Hong Kong Insurance Authority consults on refinements to risk-based capital regime

Proposals adjust capital for infrastructure, general business, indexed universal life

Hong Kong Insurance Authority consults on refinements to risk-based capital regime

Insurance News

By Roxanne Libatique

Hong Kong’s Insurance Authority (IA) is consulting on proposed changes to its risk-based capital framework as the market approaches two years under the new solvency regime, with possible effects on capital planning and product structures for insurers operating in Asia.

Consultation focuses on capital rules and specific exposures

On Feb. 11, the IA launched a public consultation on amendments to the Insurance (Valuation and Capital) Rules (Cap. 41R) following a review of the Risk-based Capital (RBC) Regime introduced in mid‑2024. According to the IA, the proposals are intended to maintain prudential safeguards while adjusting elements of the framework to reflect investment and product developments in the Hong Kong market. The consultation paper sets out proposals in several technical areas relevant to solvency calculations. These include preferential capital treatment for certain infrastructure investments that meet specified eligibility criteria, revisions to required capital amounts for general insurance business, and adjustments related to indexed universal life business. The paper also addresses the treatment of crypto assets and specified stablecoins, reflecting the sector’s growing exposure to digital assets and associated risk considerations.

The IA’s consultation paper is available on its website. Market participants and other interested parties can submit comments by email or post on or before March 10. The regulator has said it will review the responses and publish its consultation conclusions in due course. For regional and multinational insurers using Hong Kong as a base for Asian operations, the outcome may affect internal capital models, product pricing assumptions, and investment allocation policies, depending on how the final rules are calibrated.

Implementation history of the RBC regime

The RBC regime took effect for Hong Kong’s insurance sector on July 1, 2024, following the commencement of the Insurance (Amendment) Ordinance 2023 and related subsidiary legislation and guidelines issued by the IA. The framework replaced the previous solvency margin approach with a more granular assessment of insurers’ risk profiles. At the time of the launch, an IA spokesperson said: “The introduction of the RBC regime will strengthen the financial soundness of insurers in Hong Kong by taking a modular approach for an assessment more sensitive to each insurer’s risk profile while providing closer alignment with international standards. Its implementation marks a significant milestone for the insurance industry, enhancing protection for policy holders and solidifying Hong Kong’s role as a global insurance hub.” Since passage of the Insurance (Amendment) Bill 2023, the IA has worked with industry representatives on the detailed rules and guidance underpinning the regime. The current consultation is the latest step in that process as the authority reviews the operation of the framework and its interaction with changing market conditions and product offerings.
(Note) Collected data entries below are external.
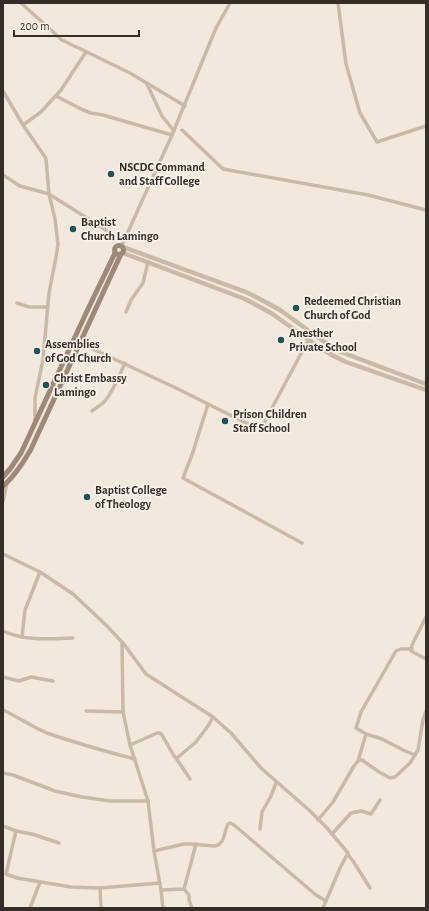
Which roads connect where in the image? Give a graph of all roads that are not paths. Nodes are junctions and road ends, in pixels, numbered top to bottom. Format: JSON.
{"nodes":[{"id":1,"x":21,"y":3,"type":"edge"},
{"id":2,"x":230,"y":3,"type":"edge"},
{"id":3,"x":338,"y":3,"type":"edge"},
{"id":4,"x":86,"y":52,"type":"junction"},
{"id":5,"x":147,"y":84,"type":"junction"},
{"id":6,"x":3,"y":91,"type":"edge"},
{"id":7,"x":56,"y":96,"type":"junction"},
{"id":8,"x":185,"y":106,"type":"junction"},
{"id":9,"x":23,"y":125,"type":"junction"},
{"id":10,"x":426,"y":126,"type":"edge"},
{"id":11,"x":182,"y":130,"type":"dead end"},
{"id":12,"x":174,"y":131,"type":"junction"},
{"id":13,"x":172,"y":135,"type":"junction"},
{"id":14,"x":3,"y":175,"type":"edge"},
{"id":15,"x":49,"y":194,"type":"junction"},
{"id":16,"x":426,"y":210,"type":"edge"},
{"id":17,"x":122,"y":248,"type":"junction"},
{"id":18,"x":115,"y":252,"type":"junction"},
{"id":19,"x":148,"y":262,"type":"junction"},
{"id":20,"x":17,"y":303,"type":"dead end"},
{"id":21,"x":48,"y":307,"type":"junction"},
{"id":22,"x":126,"y":312,"type":"dead end"},
{"id":23,"x":312,"y":333,"type":"junction"},
{"id":24,"x":309,"y":339,"type":"junction"},
{"id":25,"x":80,"y":343,"type":"junction"},
{"id":26,"x":125,"y":363,"type":"junction"},
{"id":27,"x":426,"y":384,"type":"edge"},
{"id":28,"x":426,"y":390,"type":"edge"},
{"id":29,"x":208,"y":404,"type":"junction"},
{"id":30,"x":92,"y":411,"type":"dead end"},
{"id":31,"x":35,"y":422,"type":"junction"},
{"id":32,"x":3,"y":476,"type":"edge"},
{"id":33,"x":5,"y":484,"type":"edge"},
{"id":34,"x":3,"y":501,"type":"edge"},
{"id":35,"x":302,"y":543,"type":"dead end"},
{"id":36,"x":3,"y":554,"type":"edge"},
{"id":37,"x":40,"y":572,"type":"junction"},
{"id":38,"x":426,"y":617,"type":"edge"},
{"id":39,"x":3,"y":631,"type":"edge"},
{"id":40,"x":22,"y":637,"type":"junction"},
{"id":41,"x":73,"y":638,"type":"dead end"},
{"id":42,"x":122,"y":642,"type":"junction"},
{"id":43,"x":412,"y":649,"type":"junction"},
{"id":44,"x":426,"y":659,"type":"edge"},
{"id":45,"x":3,"y":677,"type":"edge"},
{"id":46,"x":53,"y":681,"type":"dead end"},
{"id":47,"x":3,"y":710,"type":"edge"},
{"id":48,"x":426,"y":710,"type":"edge"},
{"id":49,"x":86,"y":711,"type":"dead end"},
{"id":50,"x":123,"y":712,"type":"junction"},
{"id":51,"x":212,"y":717,"type":"junction"},
{"id":52,"x":366,"y":734,"type":"junction"},
{"id":53,"x":130,"y":745,"type":"junction"},
{"id":54,"x":415,"y":755,"type":"junction"},
{"id":55,"x":177,"y":758,"type":"junction"},
{"id":56,"x":134,"y":759,"type":"junction"},
{"id":57,"x":357,"y":762,"type":"junction"},
{"id":58,"x":3,"y":773,"type":"edge"},
{"id":59,"x":190,"y":779,"type":"dead end"},
{"id":60,"x":276,"y":783,"type":"junction"},
{"id":61,"x":380,"y":800,"type":"dead end"},
{"id":62,"x":148,"y":801,"type":"junction"},
{"id":63,"x":318,"y":820,"type":"junction"},
{"id":64,"x":3,"y":826,"type":"edge"},
{"id":65,"x":260,"y":829,"type":"dead end"},
{"id":66,"x":16,"y":830,"type":"junction"},
{"id":67,"x":332,"y":834,"type":"junction"},
{"id":68,"x":59,"y":843,"type":"dead end"},
{"id":69,"x":196,"y":844,"type":"junction"},
{"id":70,"x":154,"y":851,"type":"junction"},
{"id":71,"x":348,"y":853,"type":"junction"},
{"id":72,"x":40,"y":882,"type":"junction"},
{"id":73,"x":160,"y":883,"type":"junction"},
{"id":74,"x":100,"y":888,"type":"junction"},
{"id":75,"x":370,"y":888,"type":"dead end"},
{"id":76,"x":184,"y":889,"type":"junction"},
{"id":77,"x":161,"y":890,"type":"junction"},
{"id":78,"x":326,"y":901,"type":"junction"},
{"id":79,"x":30,"y":908,"type":"edge"},
{"id":80,"x":101,"y":908,"type":"edge"},
{"id":81,"x":163,"y":908,"type":"edge"},
{"id":82,"x":192,"y":908,"type":"edge"},
{"id":83,"x":323,"y":908,"type":"edge"}],
"edges":[{"from":1,"to":4,"type":"street"},
{"from":2,"to":8,"type":"street"},
{"from":3,"to":10,"type":"street"},
{"from":4,"to":5,"type":"street"},
{"from":4,"to":7,"type":"street"},
{"from":5,"to":8,"type":"street"},
{"from":5,"to":12,"type":"street"},
{"from":6,"to":9,"type":"street"},
{"from":7,"to":9,"type":"street"},
{"from":7,"to":13,"type":"street"},
{"from":8,"to":12,"type":"street"},
{"from":9,"to":15,"type":"street"},
{"from":11,"to":16,"type":"street"},
{"from":12,"to":13,"type":"street"},
{"from":13,"to":17,"type":"street"},
{"from":14,"to":15,"type":"street"},
{"from":15,"to":17,"type":"street"},
{"from":15,"to":21,"type":"street"},
{"from":17,"to":18,"type":"main road"},
{"from":17,"to":18,"type":"main road"},
{"from":17,"to":19,"type":"street"},
{"from":17,"to":23,"type":"street"},
{"from":17,"to":25,"type":"main road"},
{"from":18,"to":31,"type":"main road"},
{"from":19,"to":22,"type":"street"},
{"from":19,"to":24,"type":"street"},
{"from":20,"to":21,"type":"street"},
{"from":21,"to":31,"type":"street"},
{"from":23,"to":24,"type":"street"},
{"from":23,"to":27,"type":"street"},
{"from":24,"to":28,"type":"street"},
{"from":24,"to":29,"type":"street"},
{"from":25,"to":26,"type":"street"},
{"from":25,"to":33,"type":"main road"},
{"from":26,"to":29,"type":"street"},
{"from":26,"to":30,"type":"street"},
{"from":29,"to":35,"type":"street"},
{"from":31,"to":32,"type":"main road"},
{"from":33,"to":34,"type":"street"},
{"from":36,"to":37,"type":"street"},
{"from":37,"to":40,"type":"street"},
{"from":37,"to":42,"type":"street"},
{"from":38,"to":43,"type":"street"},
{"from":39,"to":40,"type":"street"},
{"from":40,"to":41,"type":"street"},
{"from":42,"to":50,"type":"street"},
{"from":42,"to":51,"type":"street"},
{"from":43,"to":44,"type":"street"},
{"from":43,"to":52,"type":"street"},
{"from":45,"to":46,"type":"street"},
{"from":47,"to":56,"type":"street"},
{"from":48,"to":54,"type":"street"},
{"from":49,"to":50,"type":"street"},
{"from":50,"to":53,"type":"street"},
{"from":51,"to":55,"type":"street"},
{"from":51,"to":60,"type":"street"},
{"from":52,"to":54,"type":"street"},
{"from":52,"to":57,"type":"street"},
{"from":53,"to":55,"type":"street"},
{"from":53,"to":56,"type":"street"},
{"from":54,"to":57,"type":"street"},
{"from":55,"to":59,"type":"street"},
{"from":56,"to":62,"type":"street"},
{"from":57,"to":63,"type":"street"},
{"from":58,"to":62,"type":"street"},
{"from":60,"to":63,"type":"street"},
{"from":60,"to":65,"type":"street"},
{"from":61,"to":67,"type":"street"},
{"from":62,"to":70,"type":"street"},
{"from":63,"to":67,"type":"street"},
{"from":64,"to":66,"type":"street"},
{"from":66,"to":68,"type":"street"},
{"from":66,"to":72,"type":"street"},
{"from":67,"to":71,"type":"street"},
{"from":69,"to":70,"type":"street"},
{"from":69,"to":76,"type":"street"},
{"from":69,"to":78,"type":"street"},
{"from":70,"to":73,"type":"street"},
{"from":71,"to":75,"type":"street"},
{"from":71,"to":78,"type":"street"},
{"from":72,"to":74,"type":"street"},
{"from":72,"to":79,"type":"street"},
{"from":73,"to":74,"type":"street"},
{"from":73,"to":77,"type":"street"},
{"from":74,"to":80,"type":"street"},
{"from":76,"to":77,"type":"street"},
{"from":76,"to":82,"type":"street"},
{"from":77,"to":81,"type":"street"},
{"from":78,"to":83,"type":"street"}]}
Structure and requirements under the three-pillar framework

Hong Kong’s RBC regime is organised around three pillars covering quantitative requirements, qualitative risk management expectations, and reporting and disclosure obligations. Pillar 1 sets out quantitative rules, including valuation standards, capital quality criteria, and capital requirements. Under Part 4 of the Insurance (Valuation and Capital) Rules, insurers must value assets and liabilities, including insurance liabilities, on a market‑consistent basis. Capital resources are classified into Unlimited Tier 1, Limited Tier 1, and Tier 2 capital, with limits on the amounts of Limited Tier 1 and Tier 2 that can be included in the capital base.

With the exception of marine insurers, captive insurers, special purpose insurers, and Lloyd’s, insurers must maintain a capital base at or above three thresholds: the prescribed capital amount (PCA), the minimum capital amount (MCA), and HK$20 million. The PCA is calculated by aggregating capital charges across risk modules and sub‑modules covering market risk, life insurance risk, general insurance risk, counterparty default and other risk, and operational risk, with recognition of diversification effects among those risks. 

Pillar 2 addresses qualitative requirements. Under the Guideline on Enterprise Risk Management (GL21), authorised insurers must maintain processes to identify, monitor, manage, and mitigate risks, and must conduct an own risk and solvency assessment (ORSA). Each insurer is required to submit an ORSA report to the IA at least once a year, setting out its assessment of its risk profile and capital needs in relation to its strategy and risk appetite.

Pillar 3 covers regulatory reporting and public disclosure. The Insurance (Submission of Statements, Reports and Information) Rules (Cap. 41S) specify the information that insurers must submit to the IA, such as financial statements, regulatory returns, auditors’ reports on those returns, and actuarial investigation or review reports. The IA has indicated that the detailed public disclosure requirements under the RBC regime will be developed further and issued for consultation at a later stage. For insurance professionals in Asia, the ongoing development of Hong Kong’s RBC framework, including the current consultation on valuation and capital rules, forms part of a broader shift toward risk-based solvency regimes in key regional markets and may factor into group-wide capital and risk management strategies.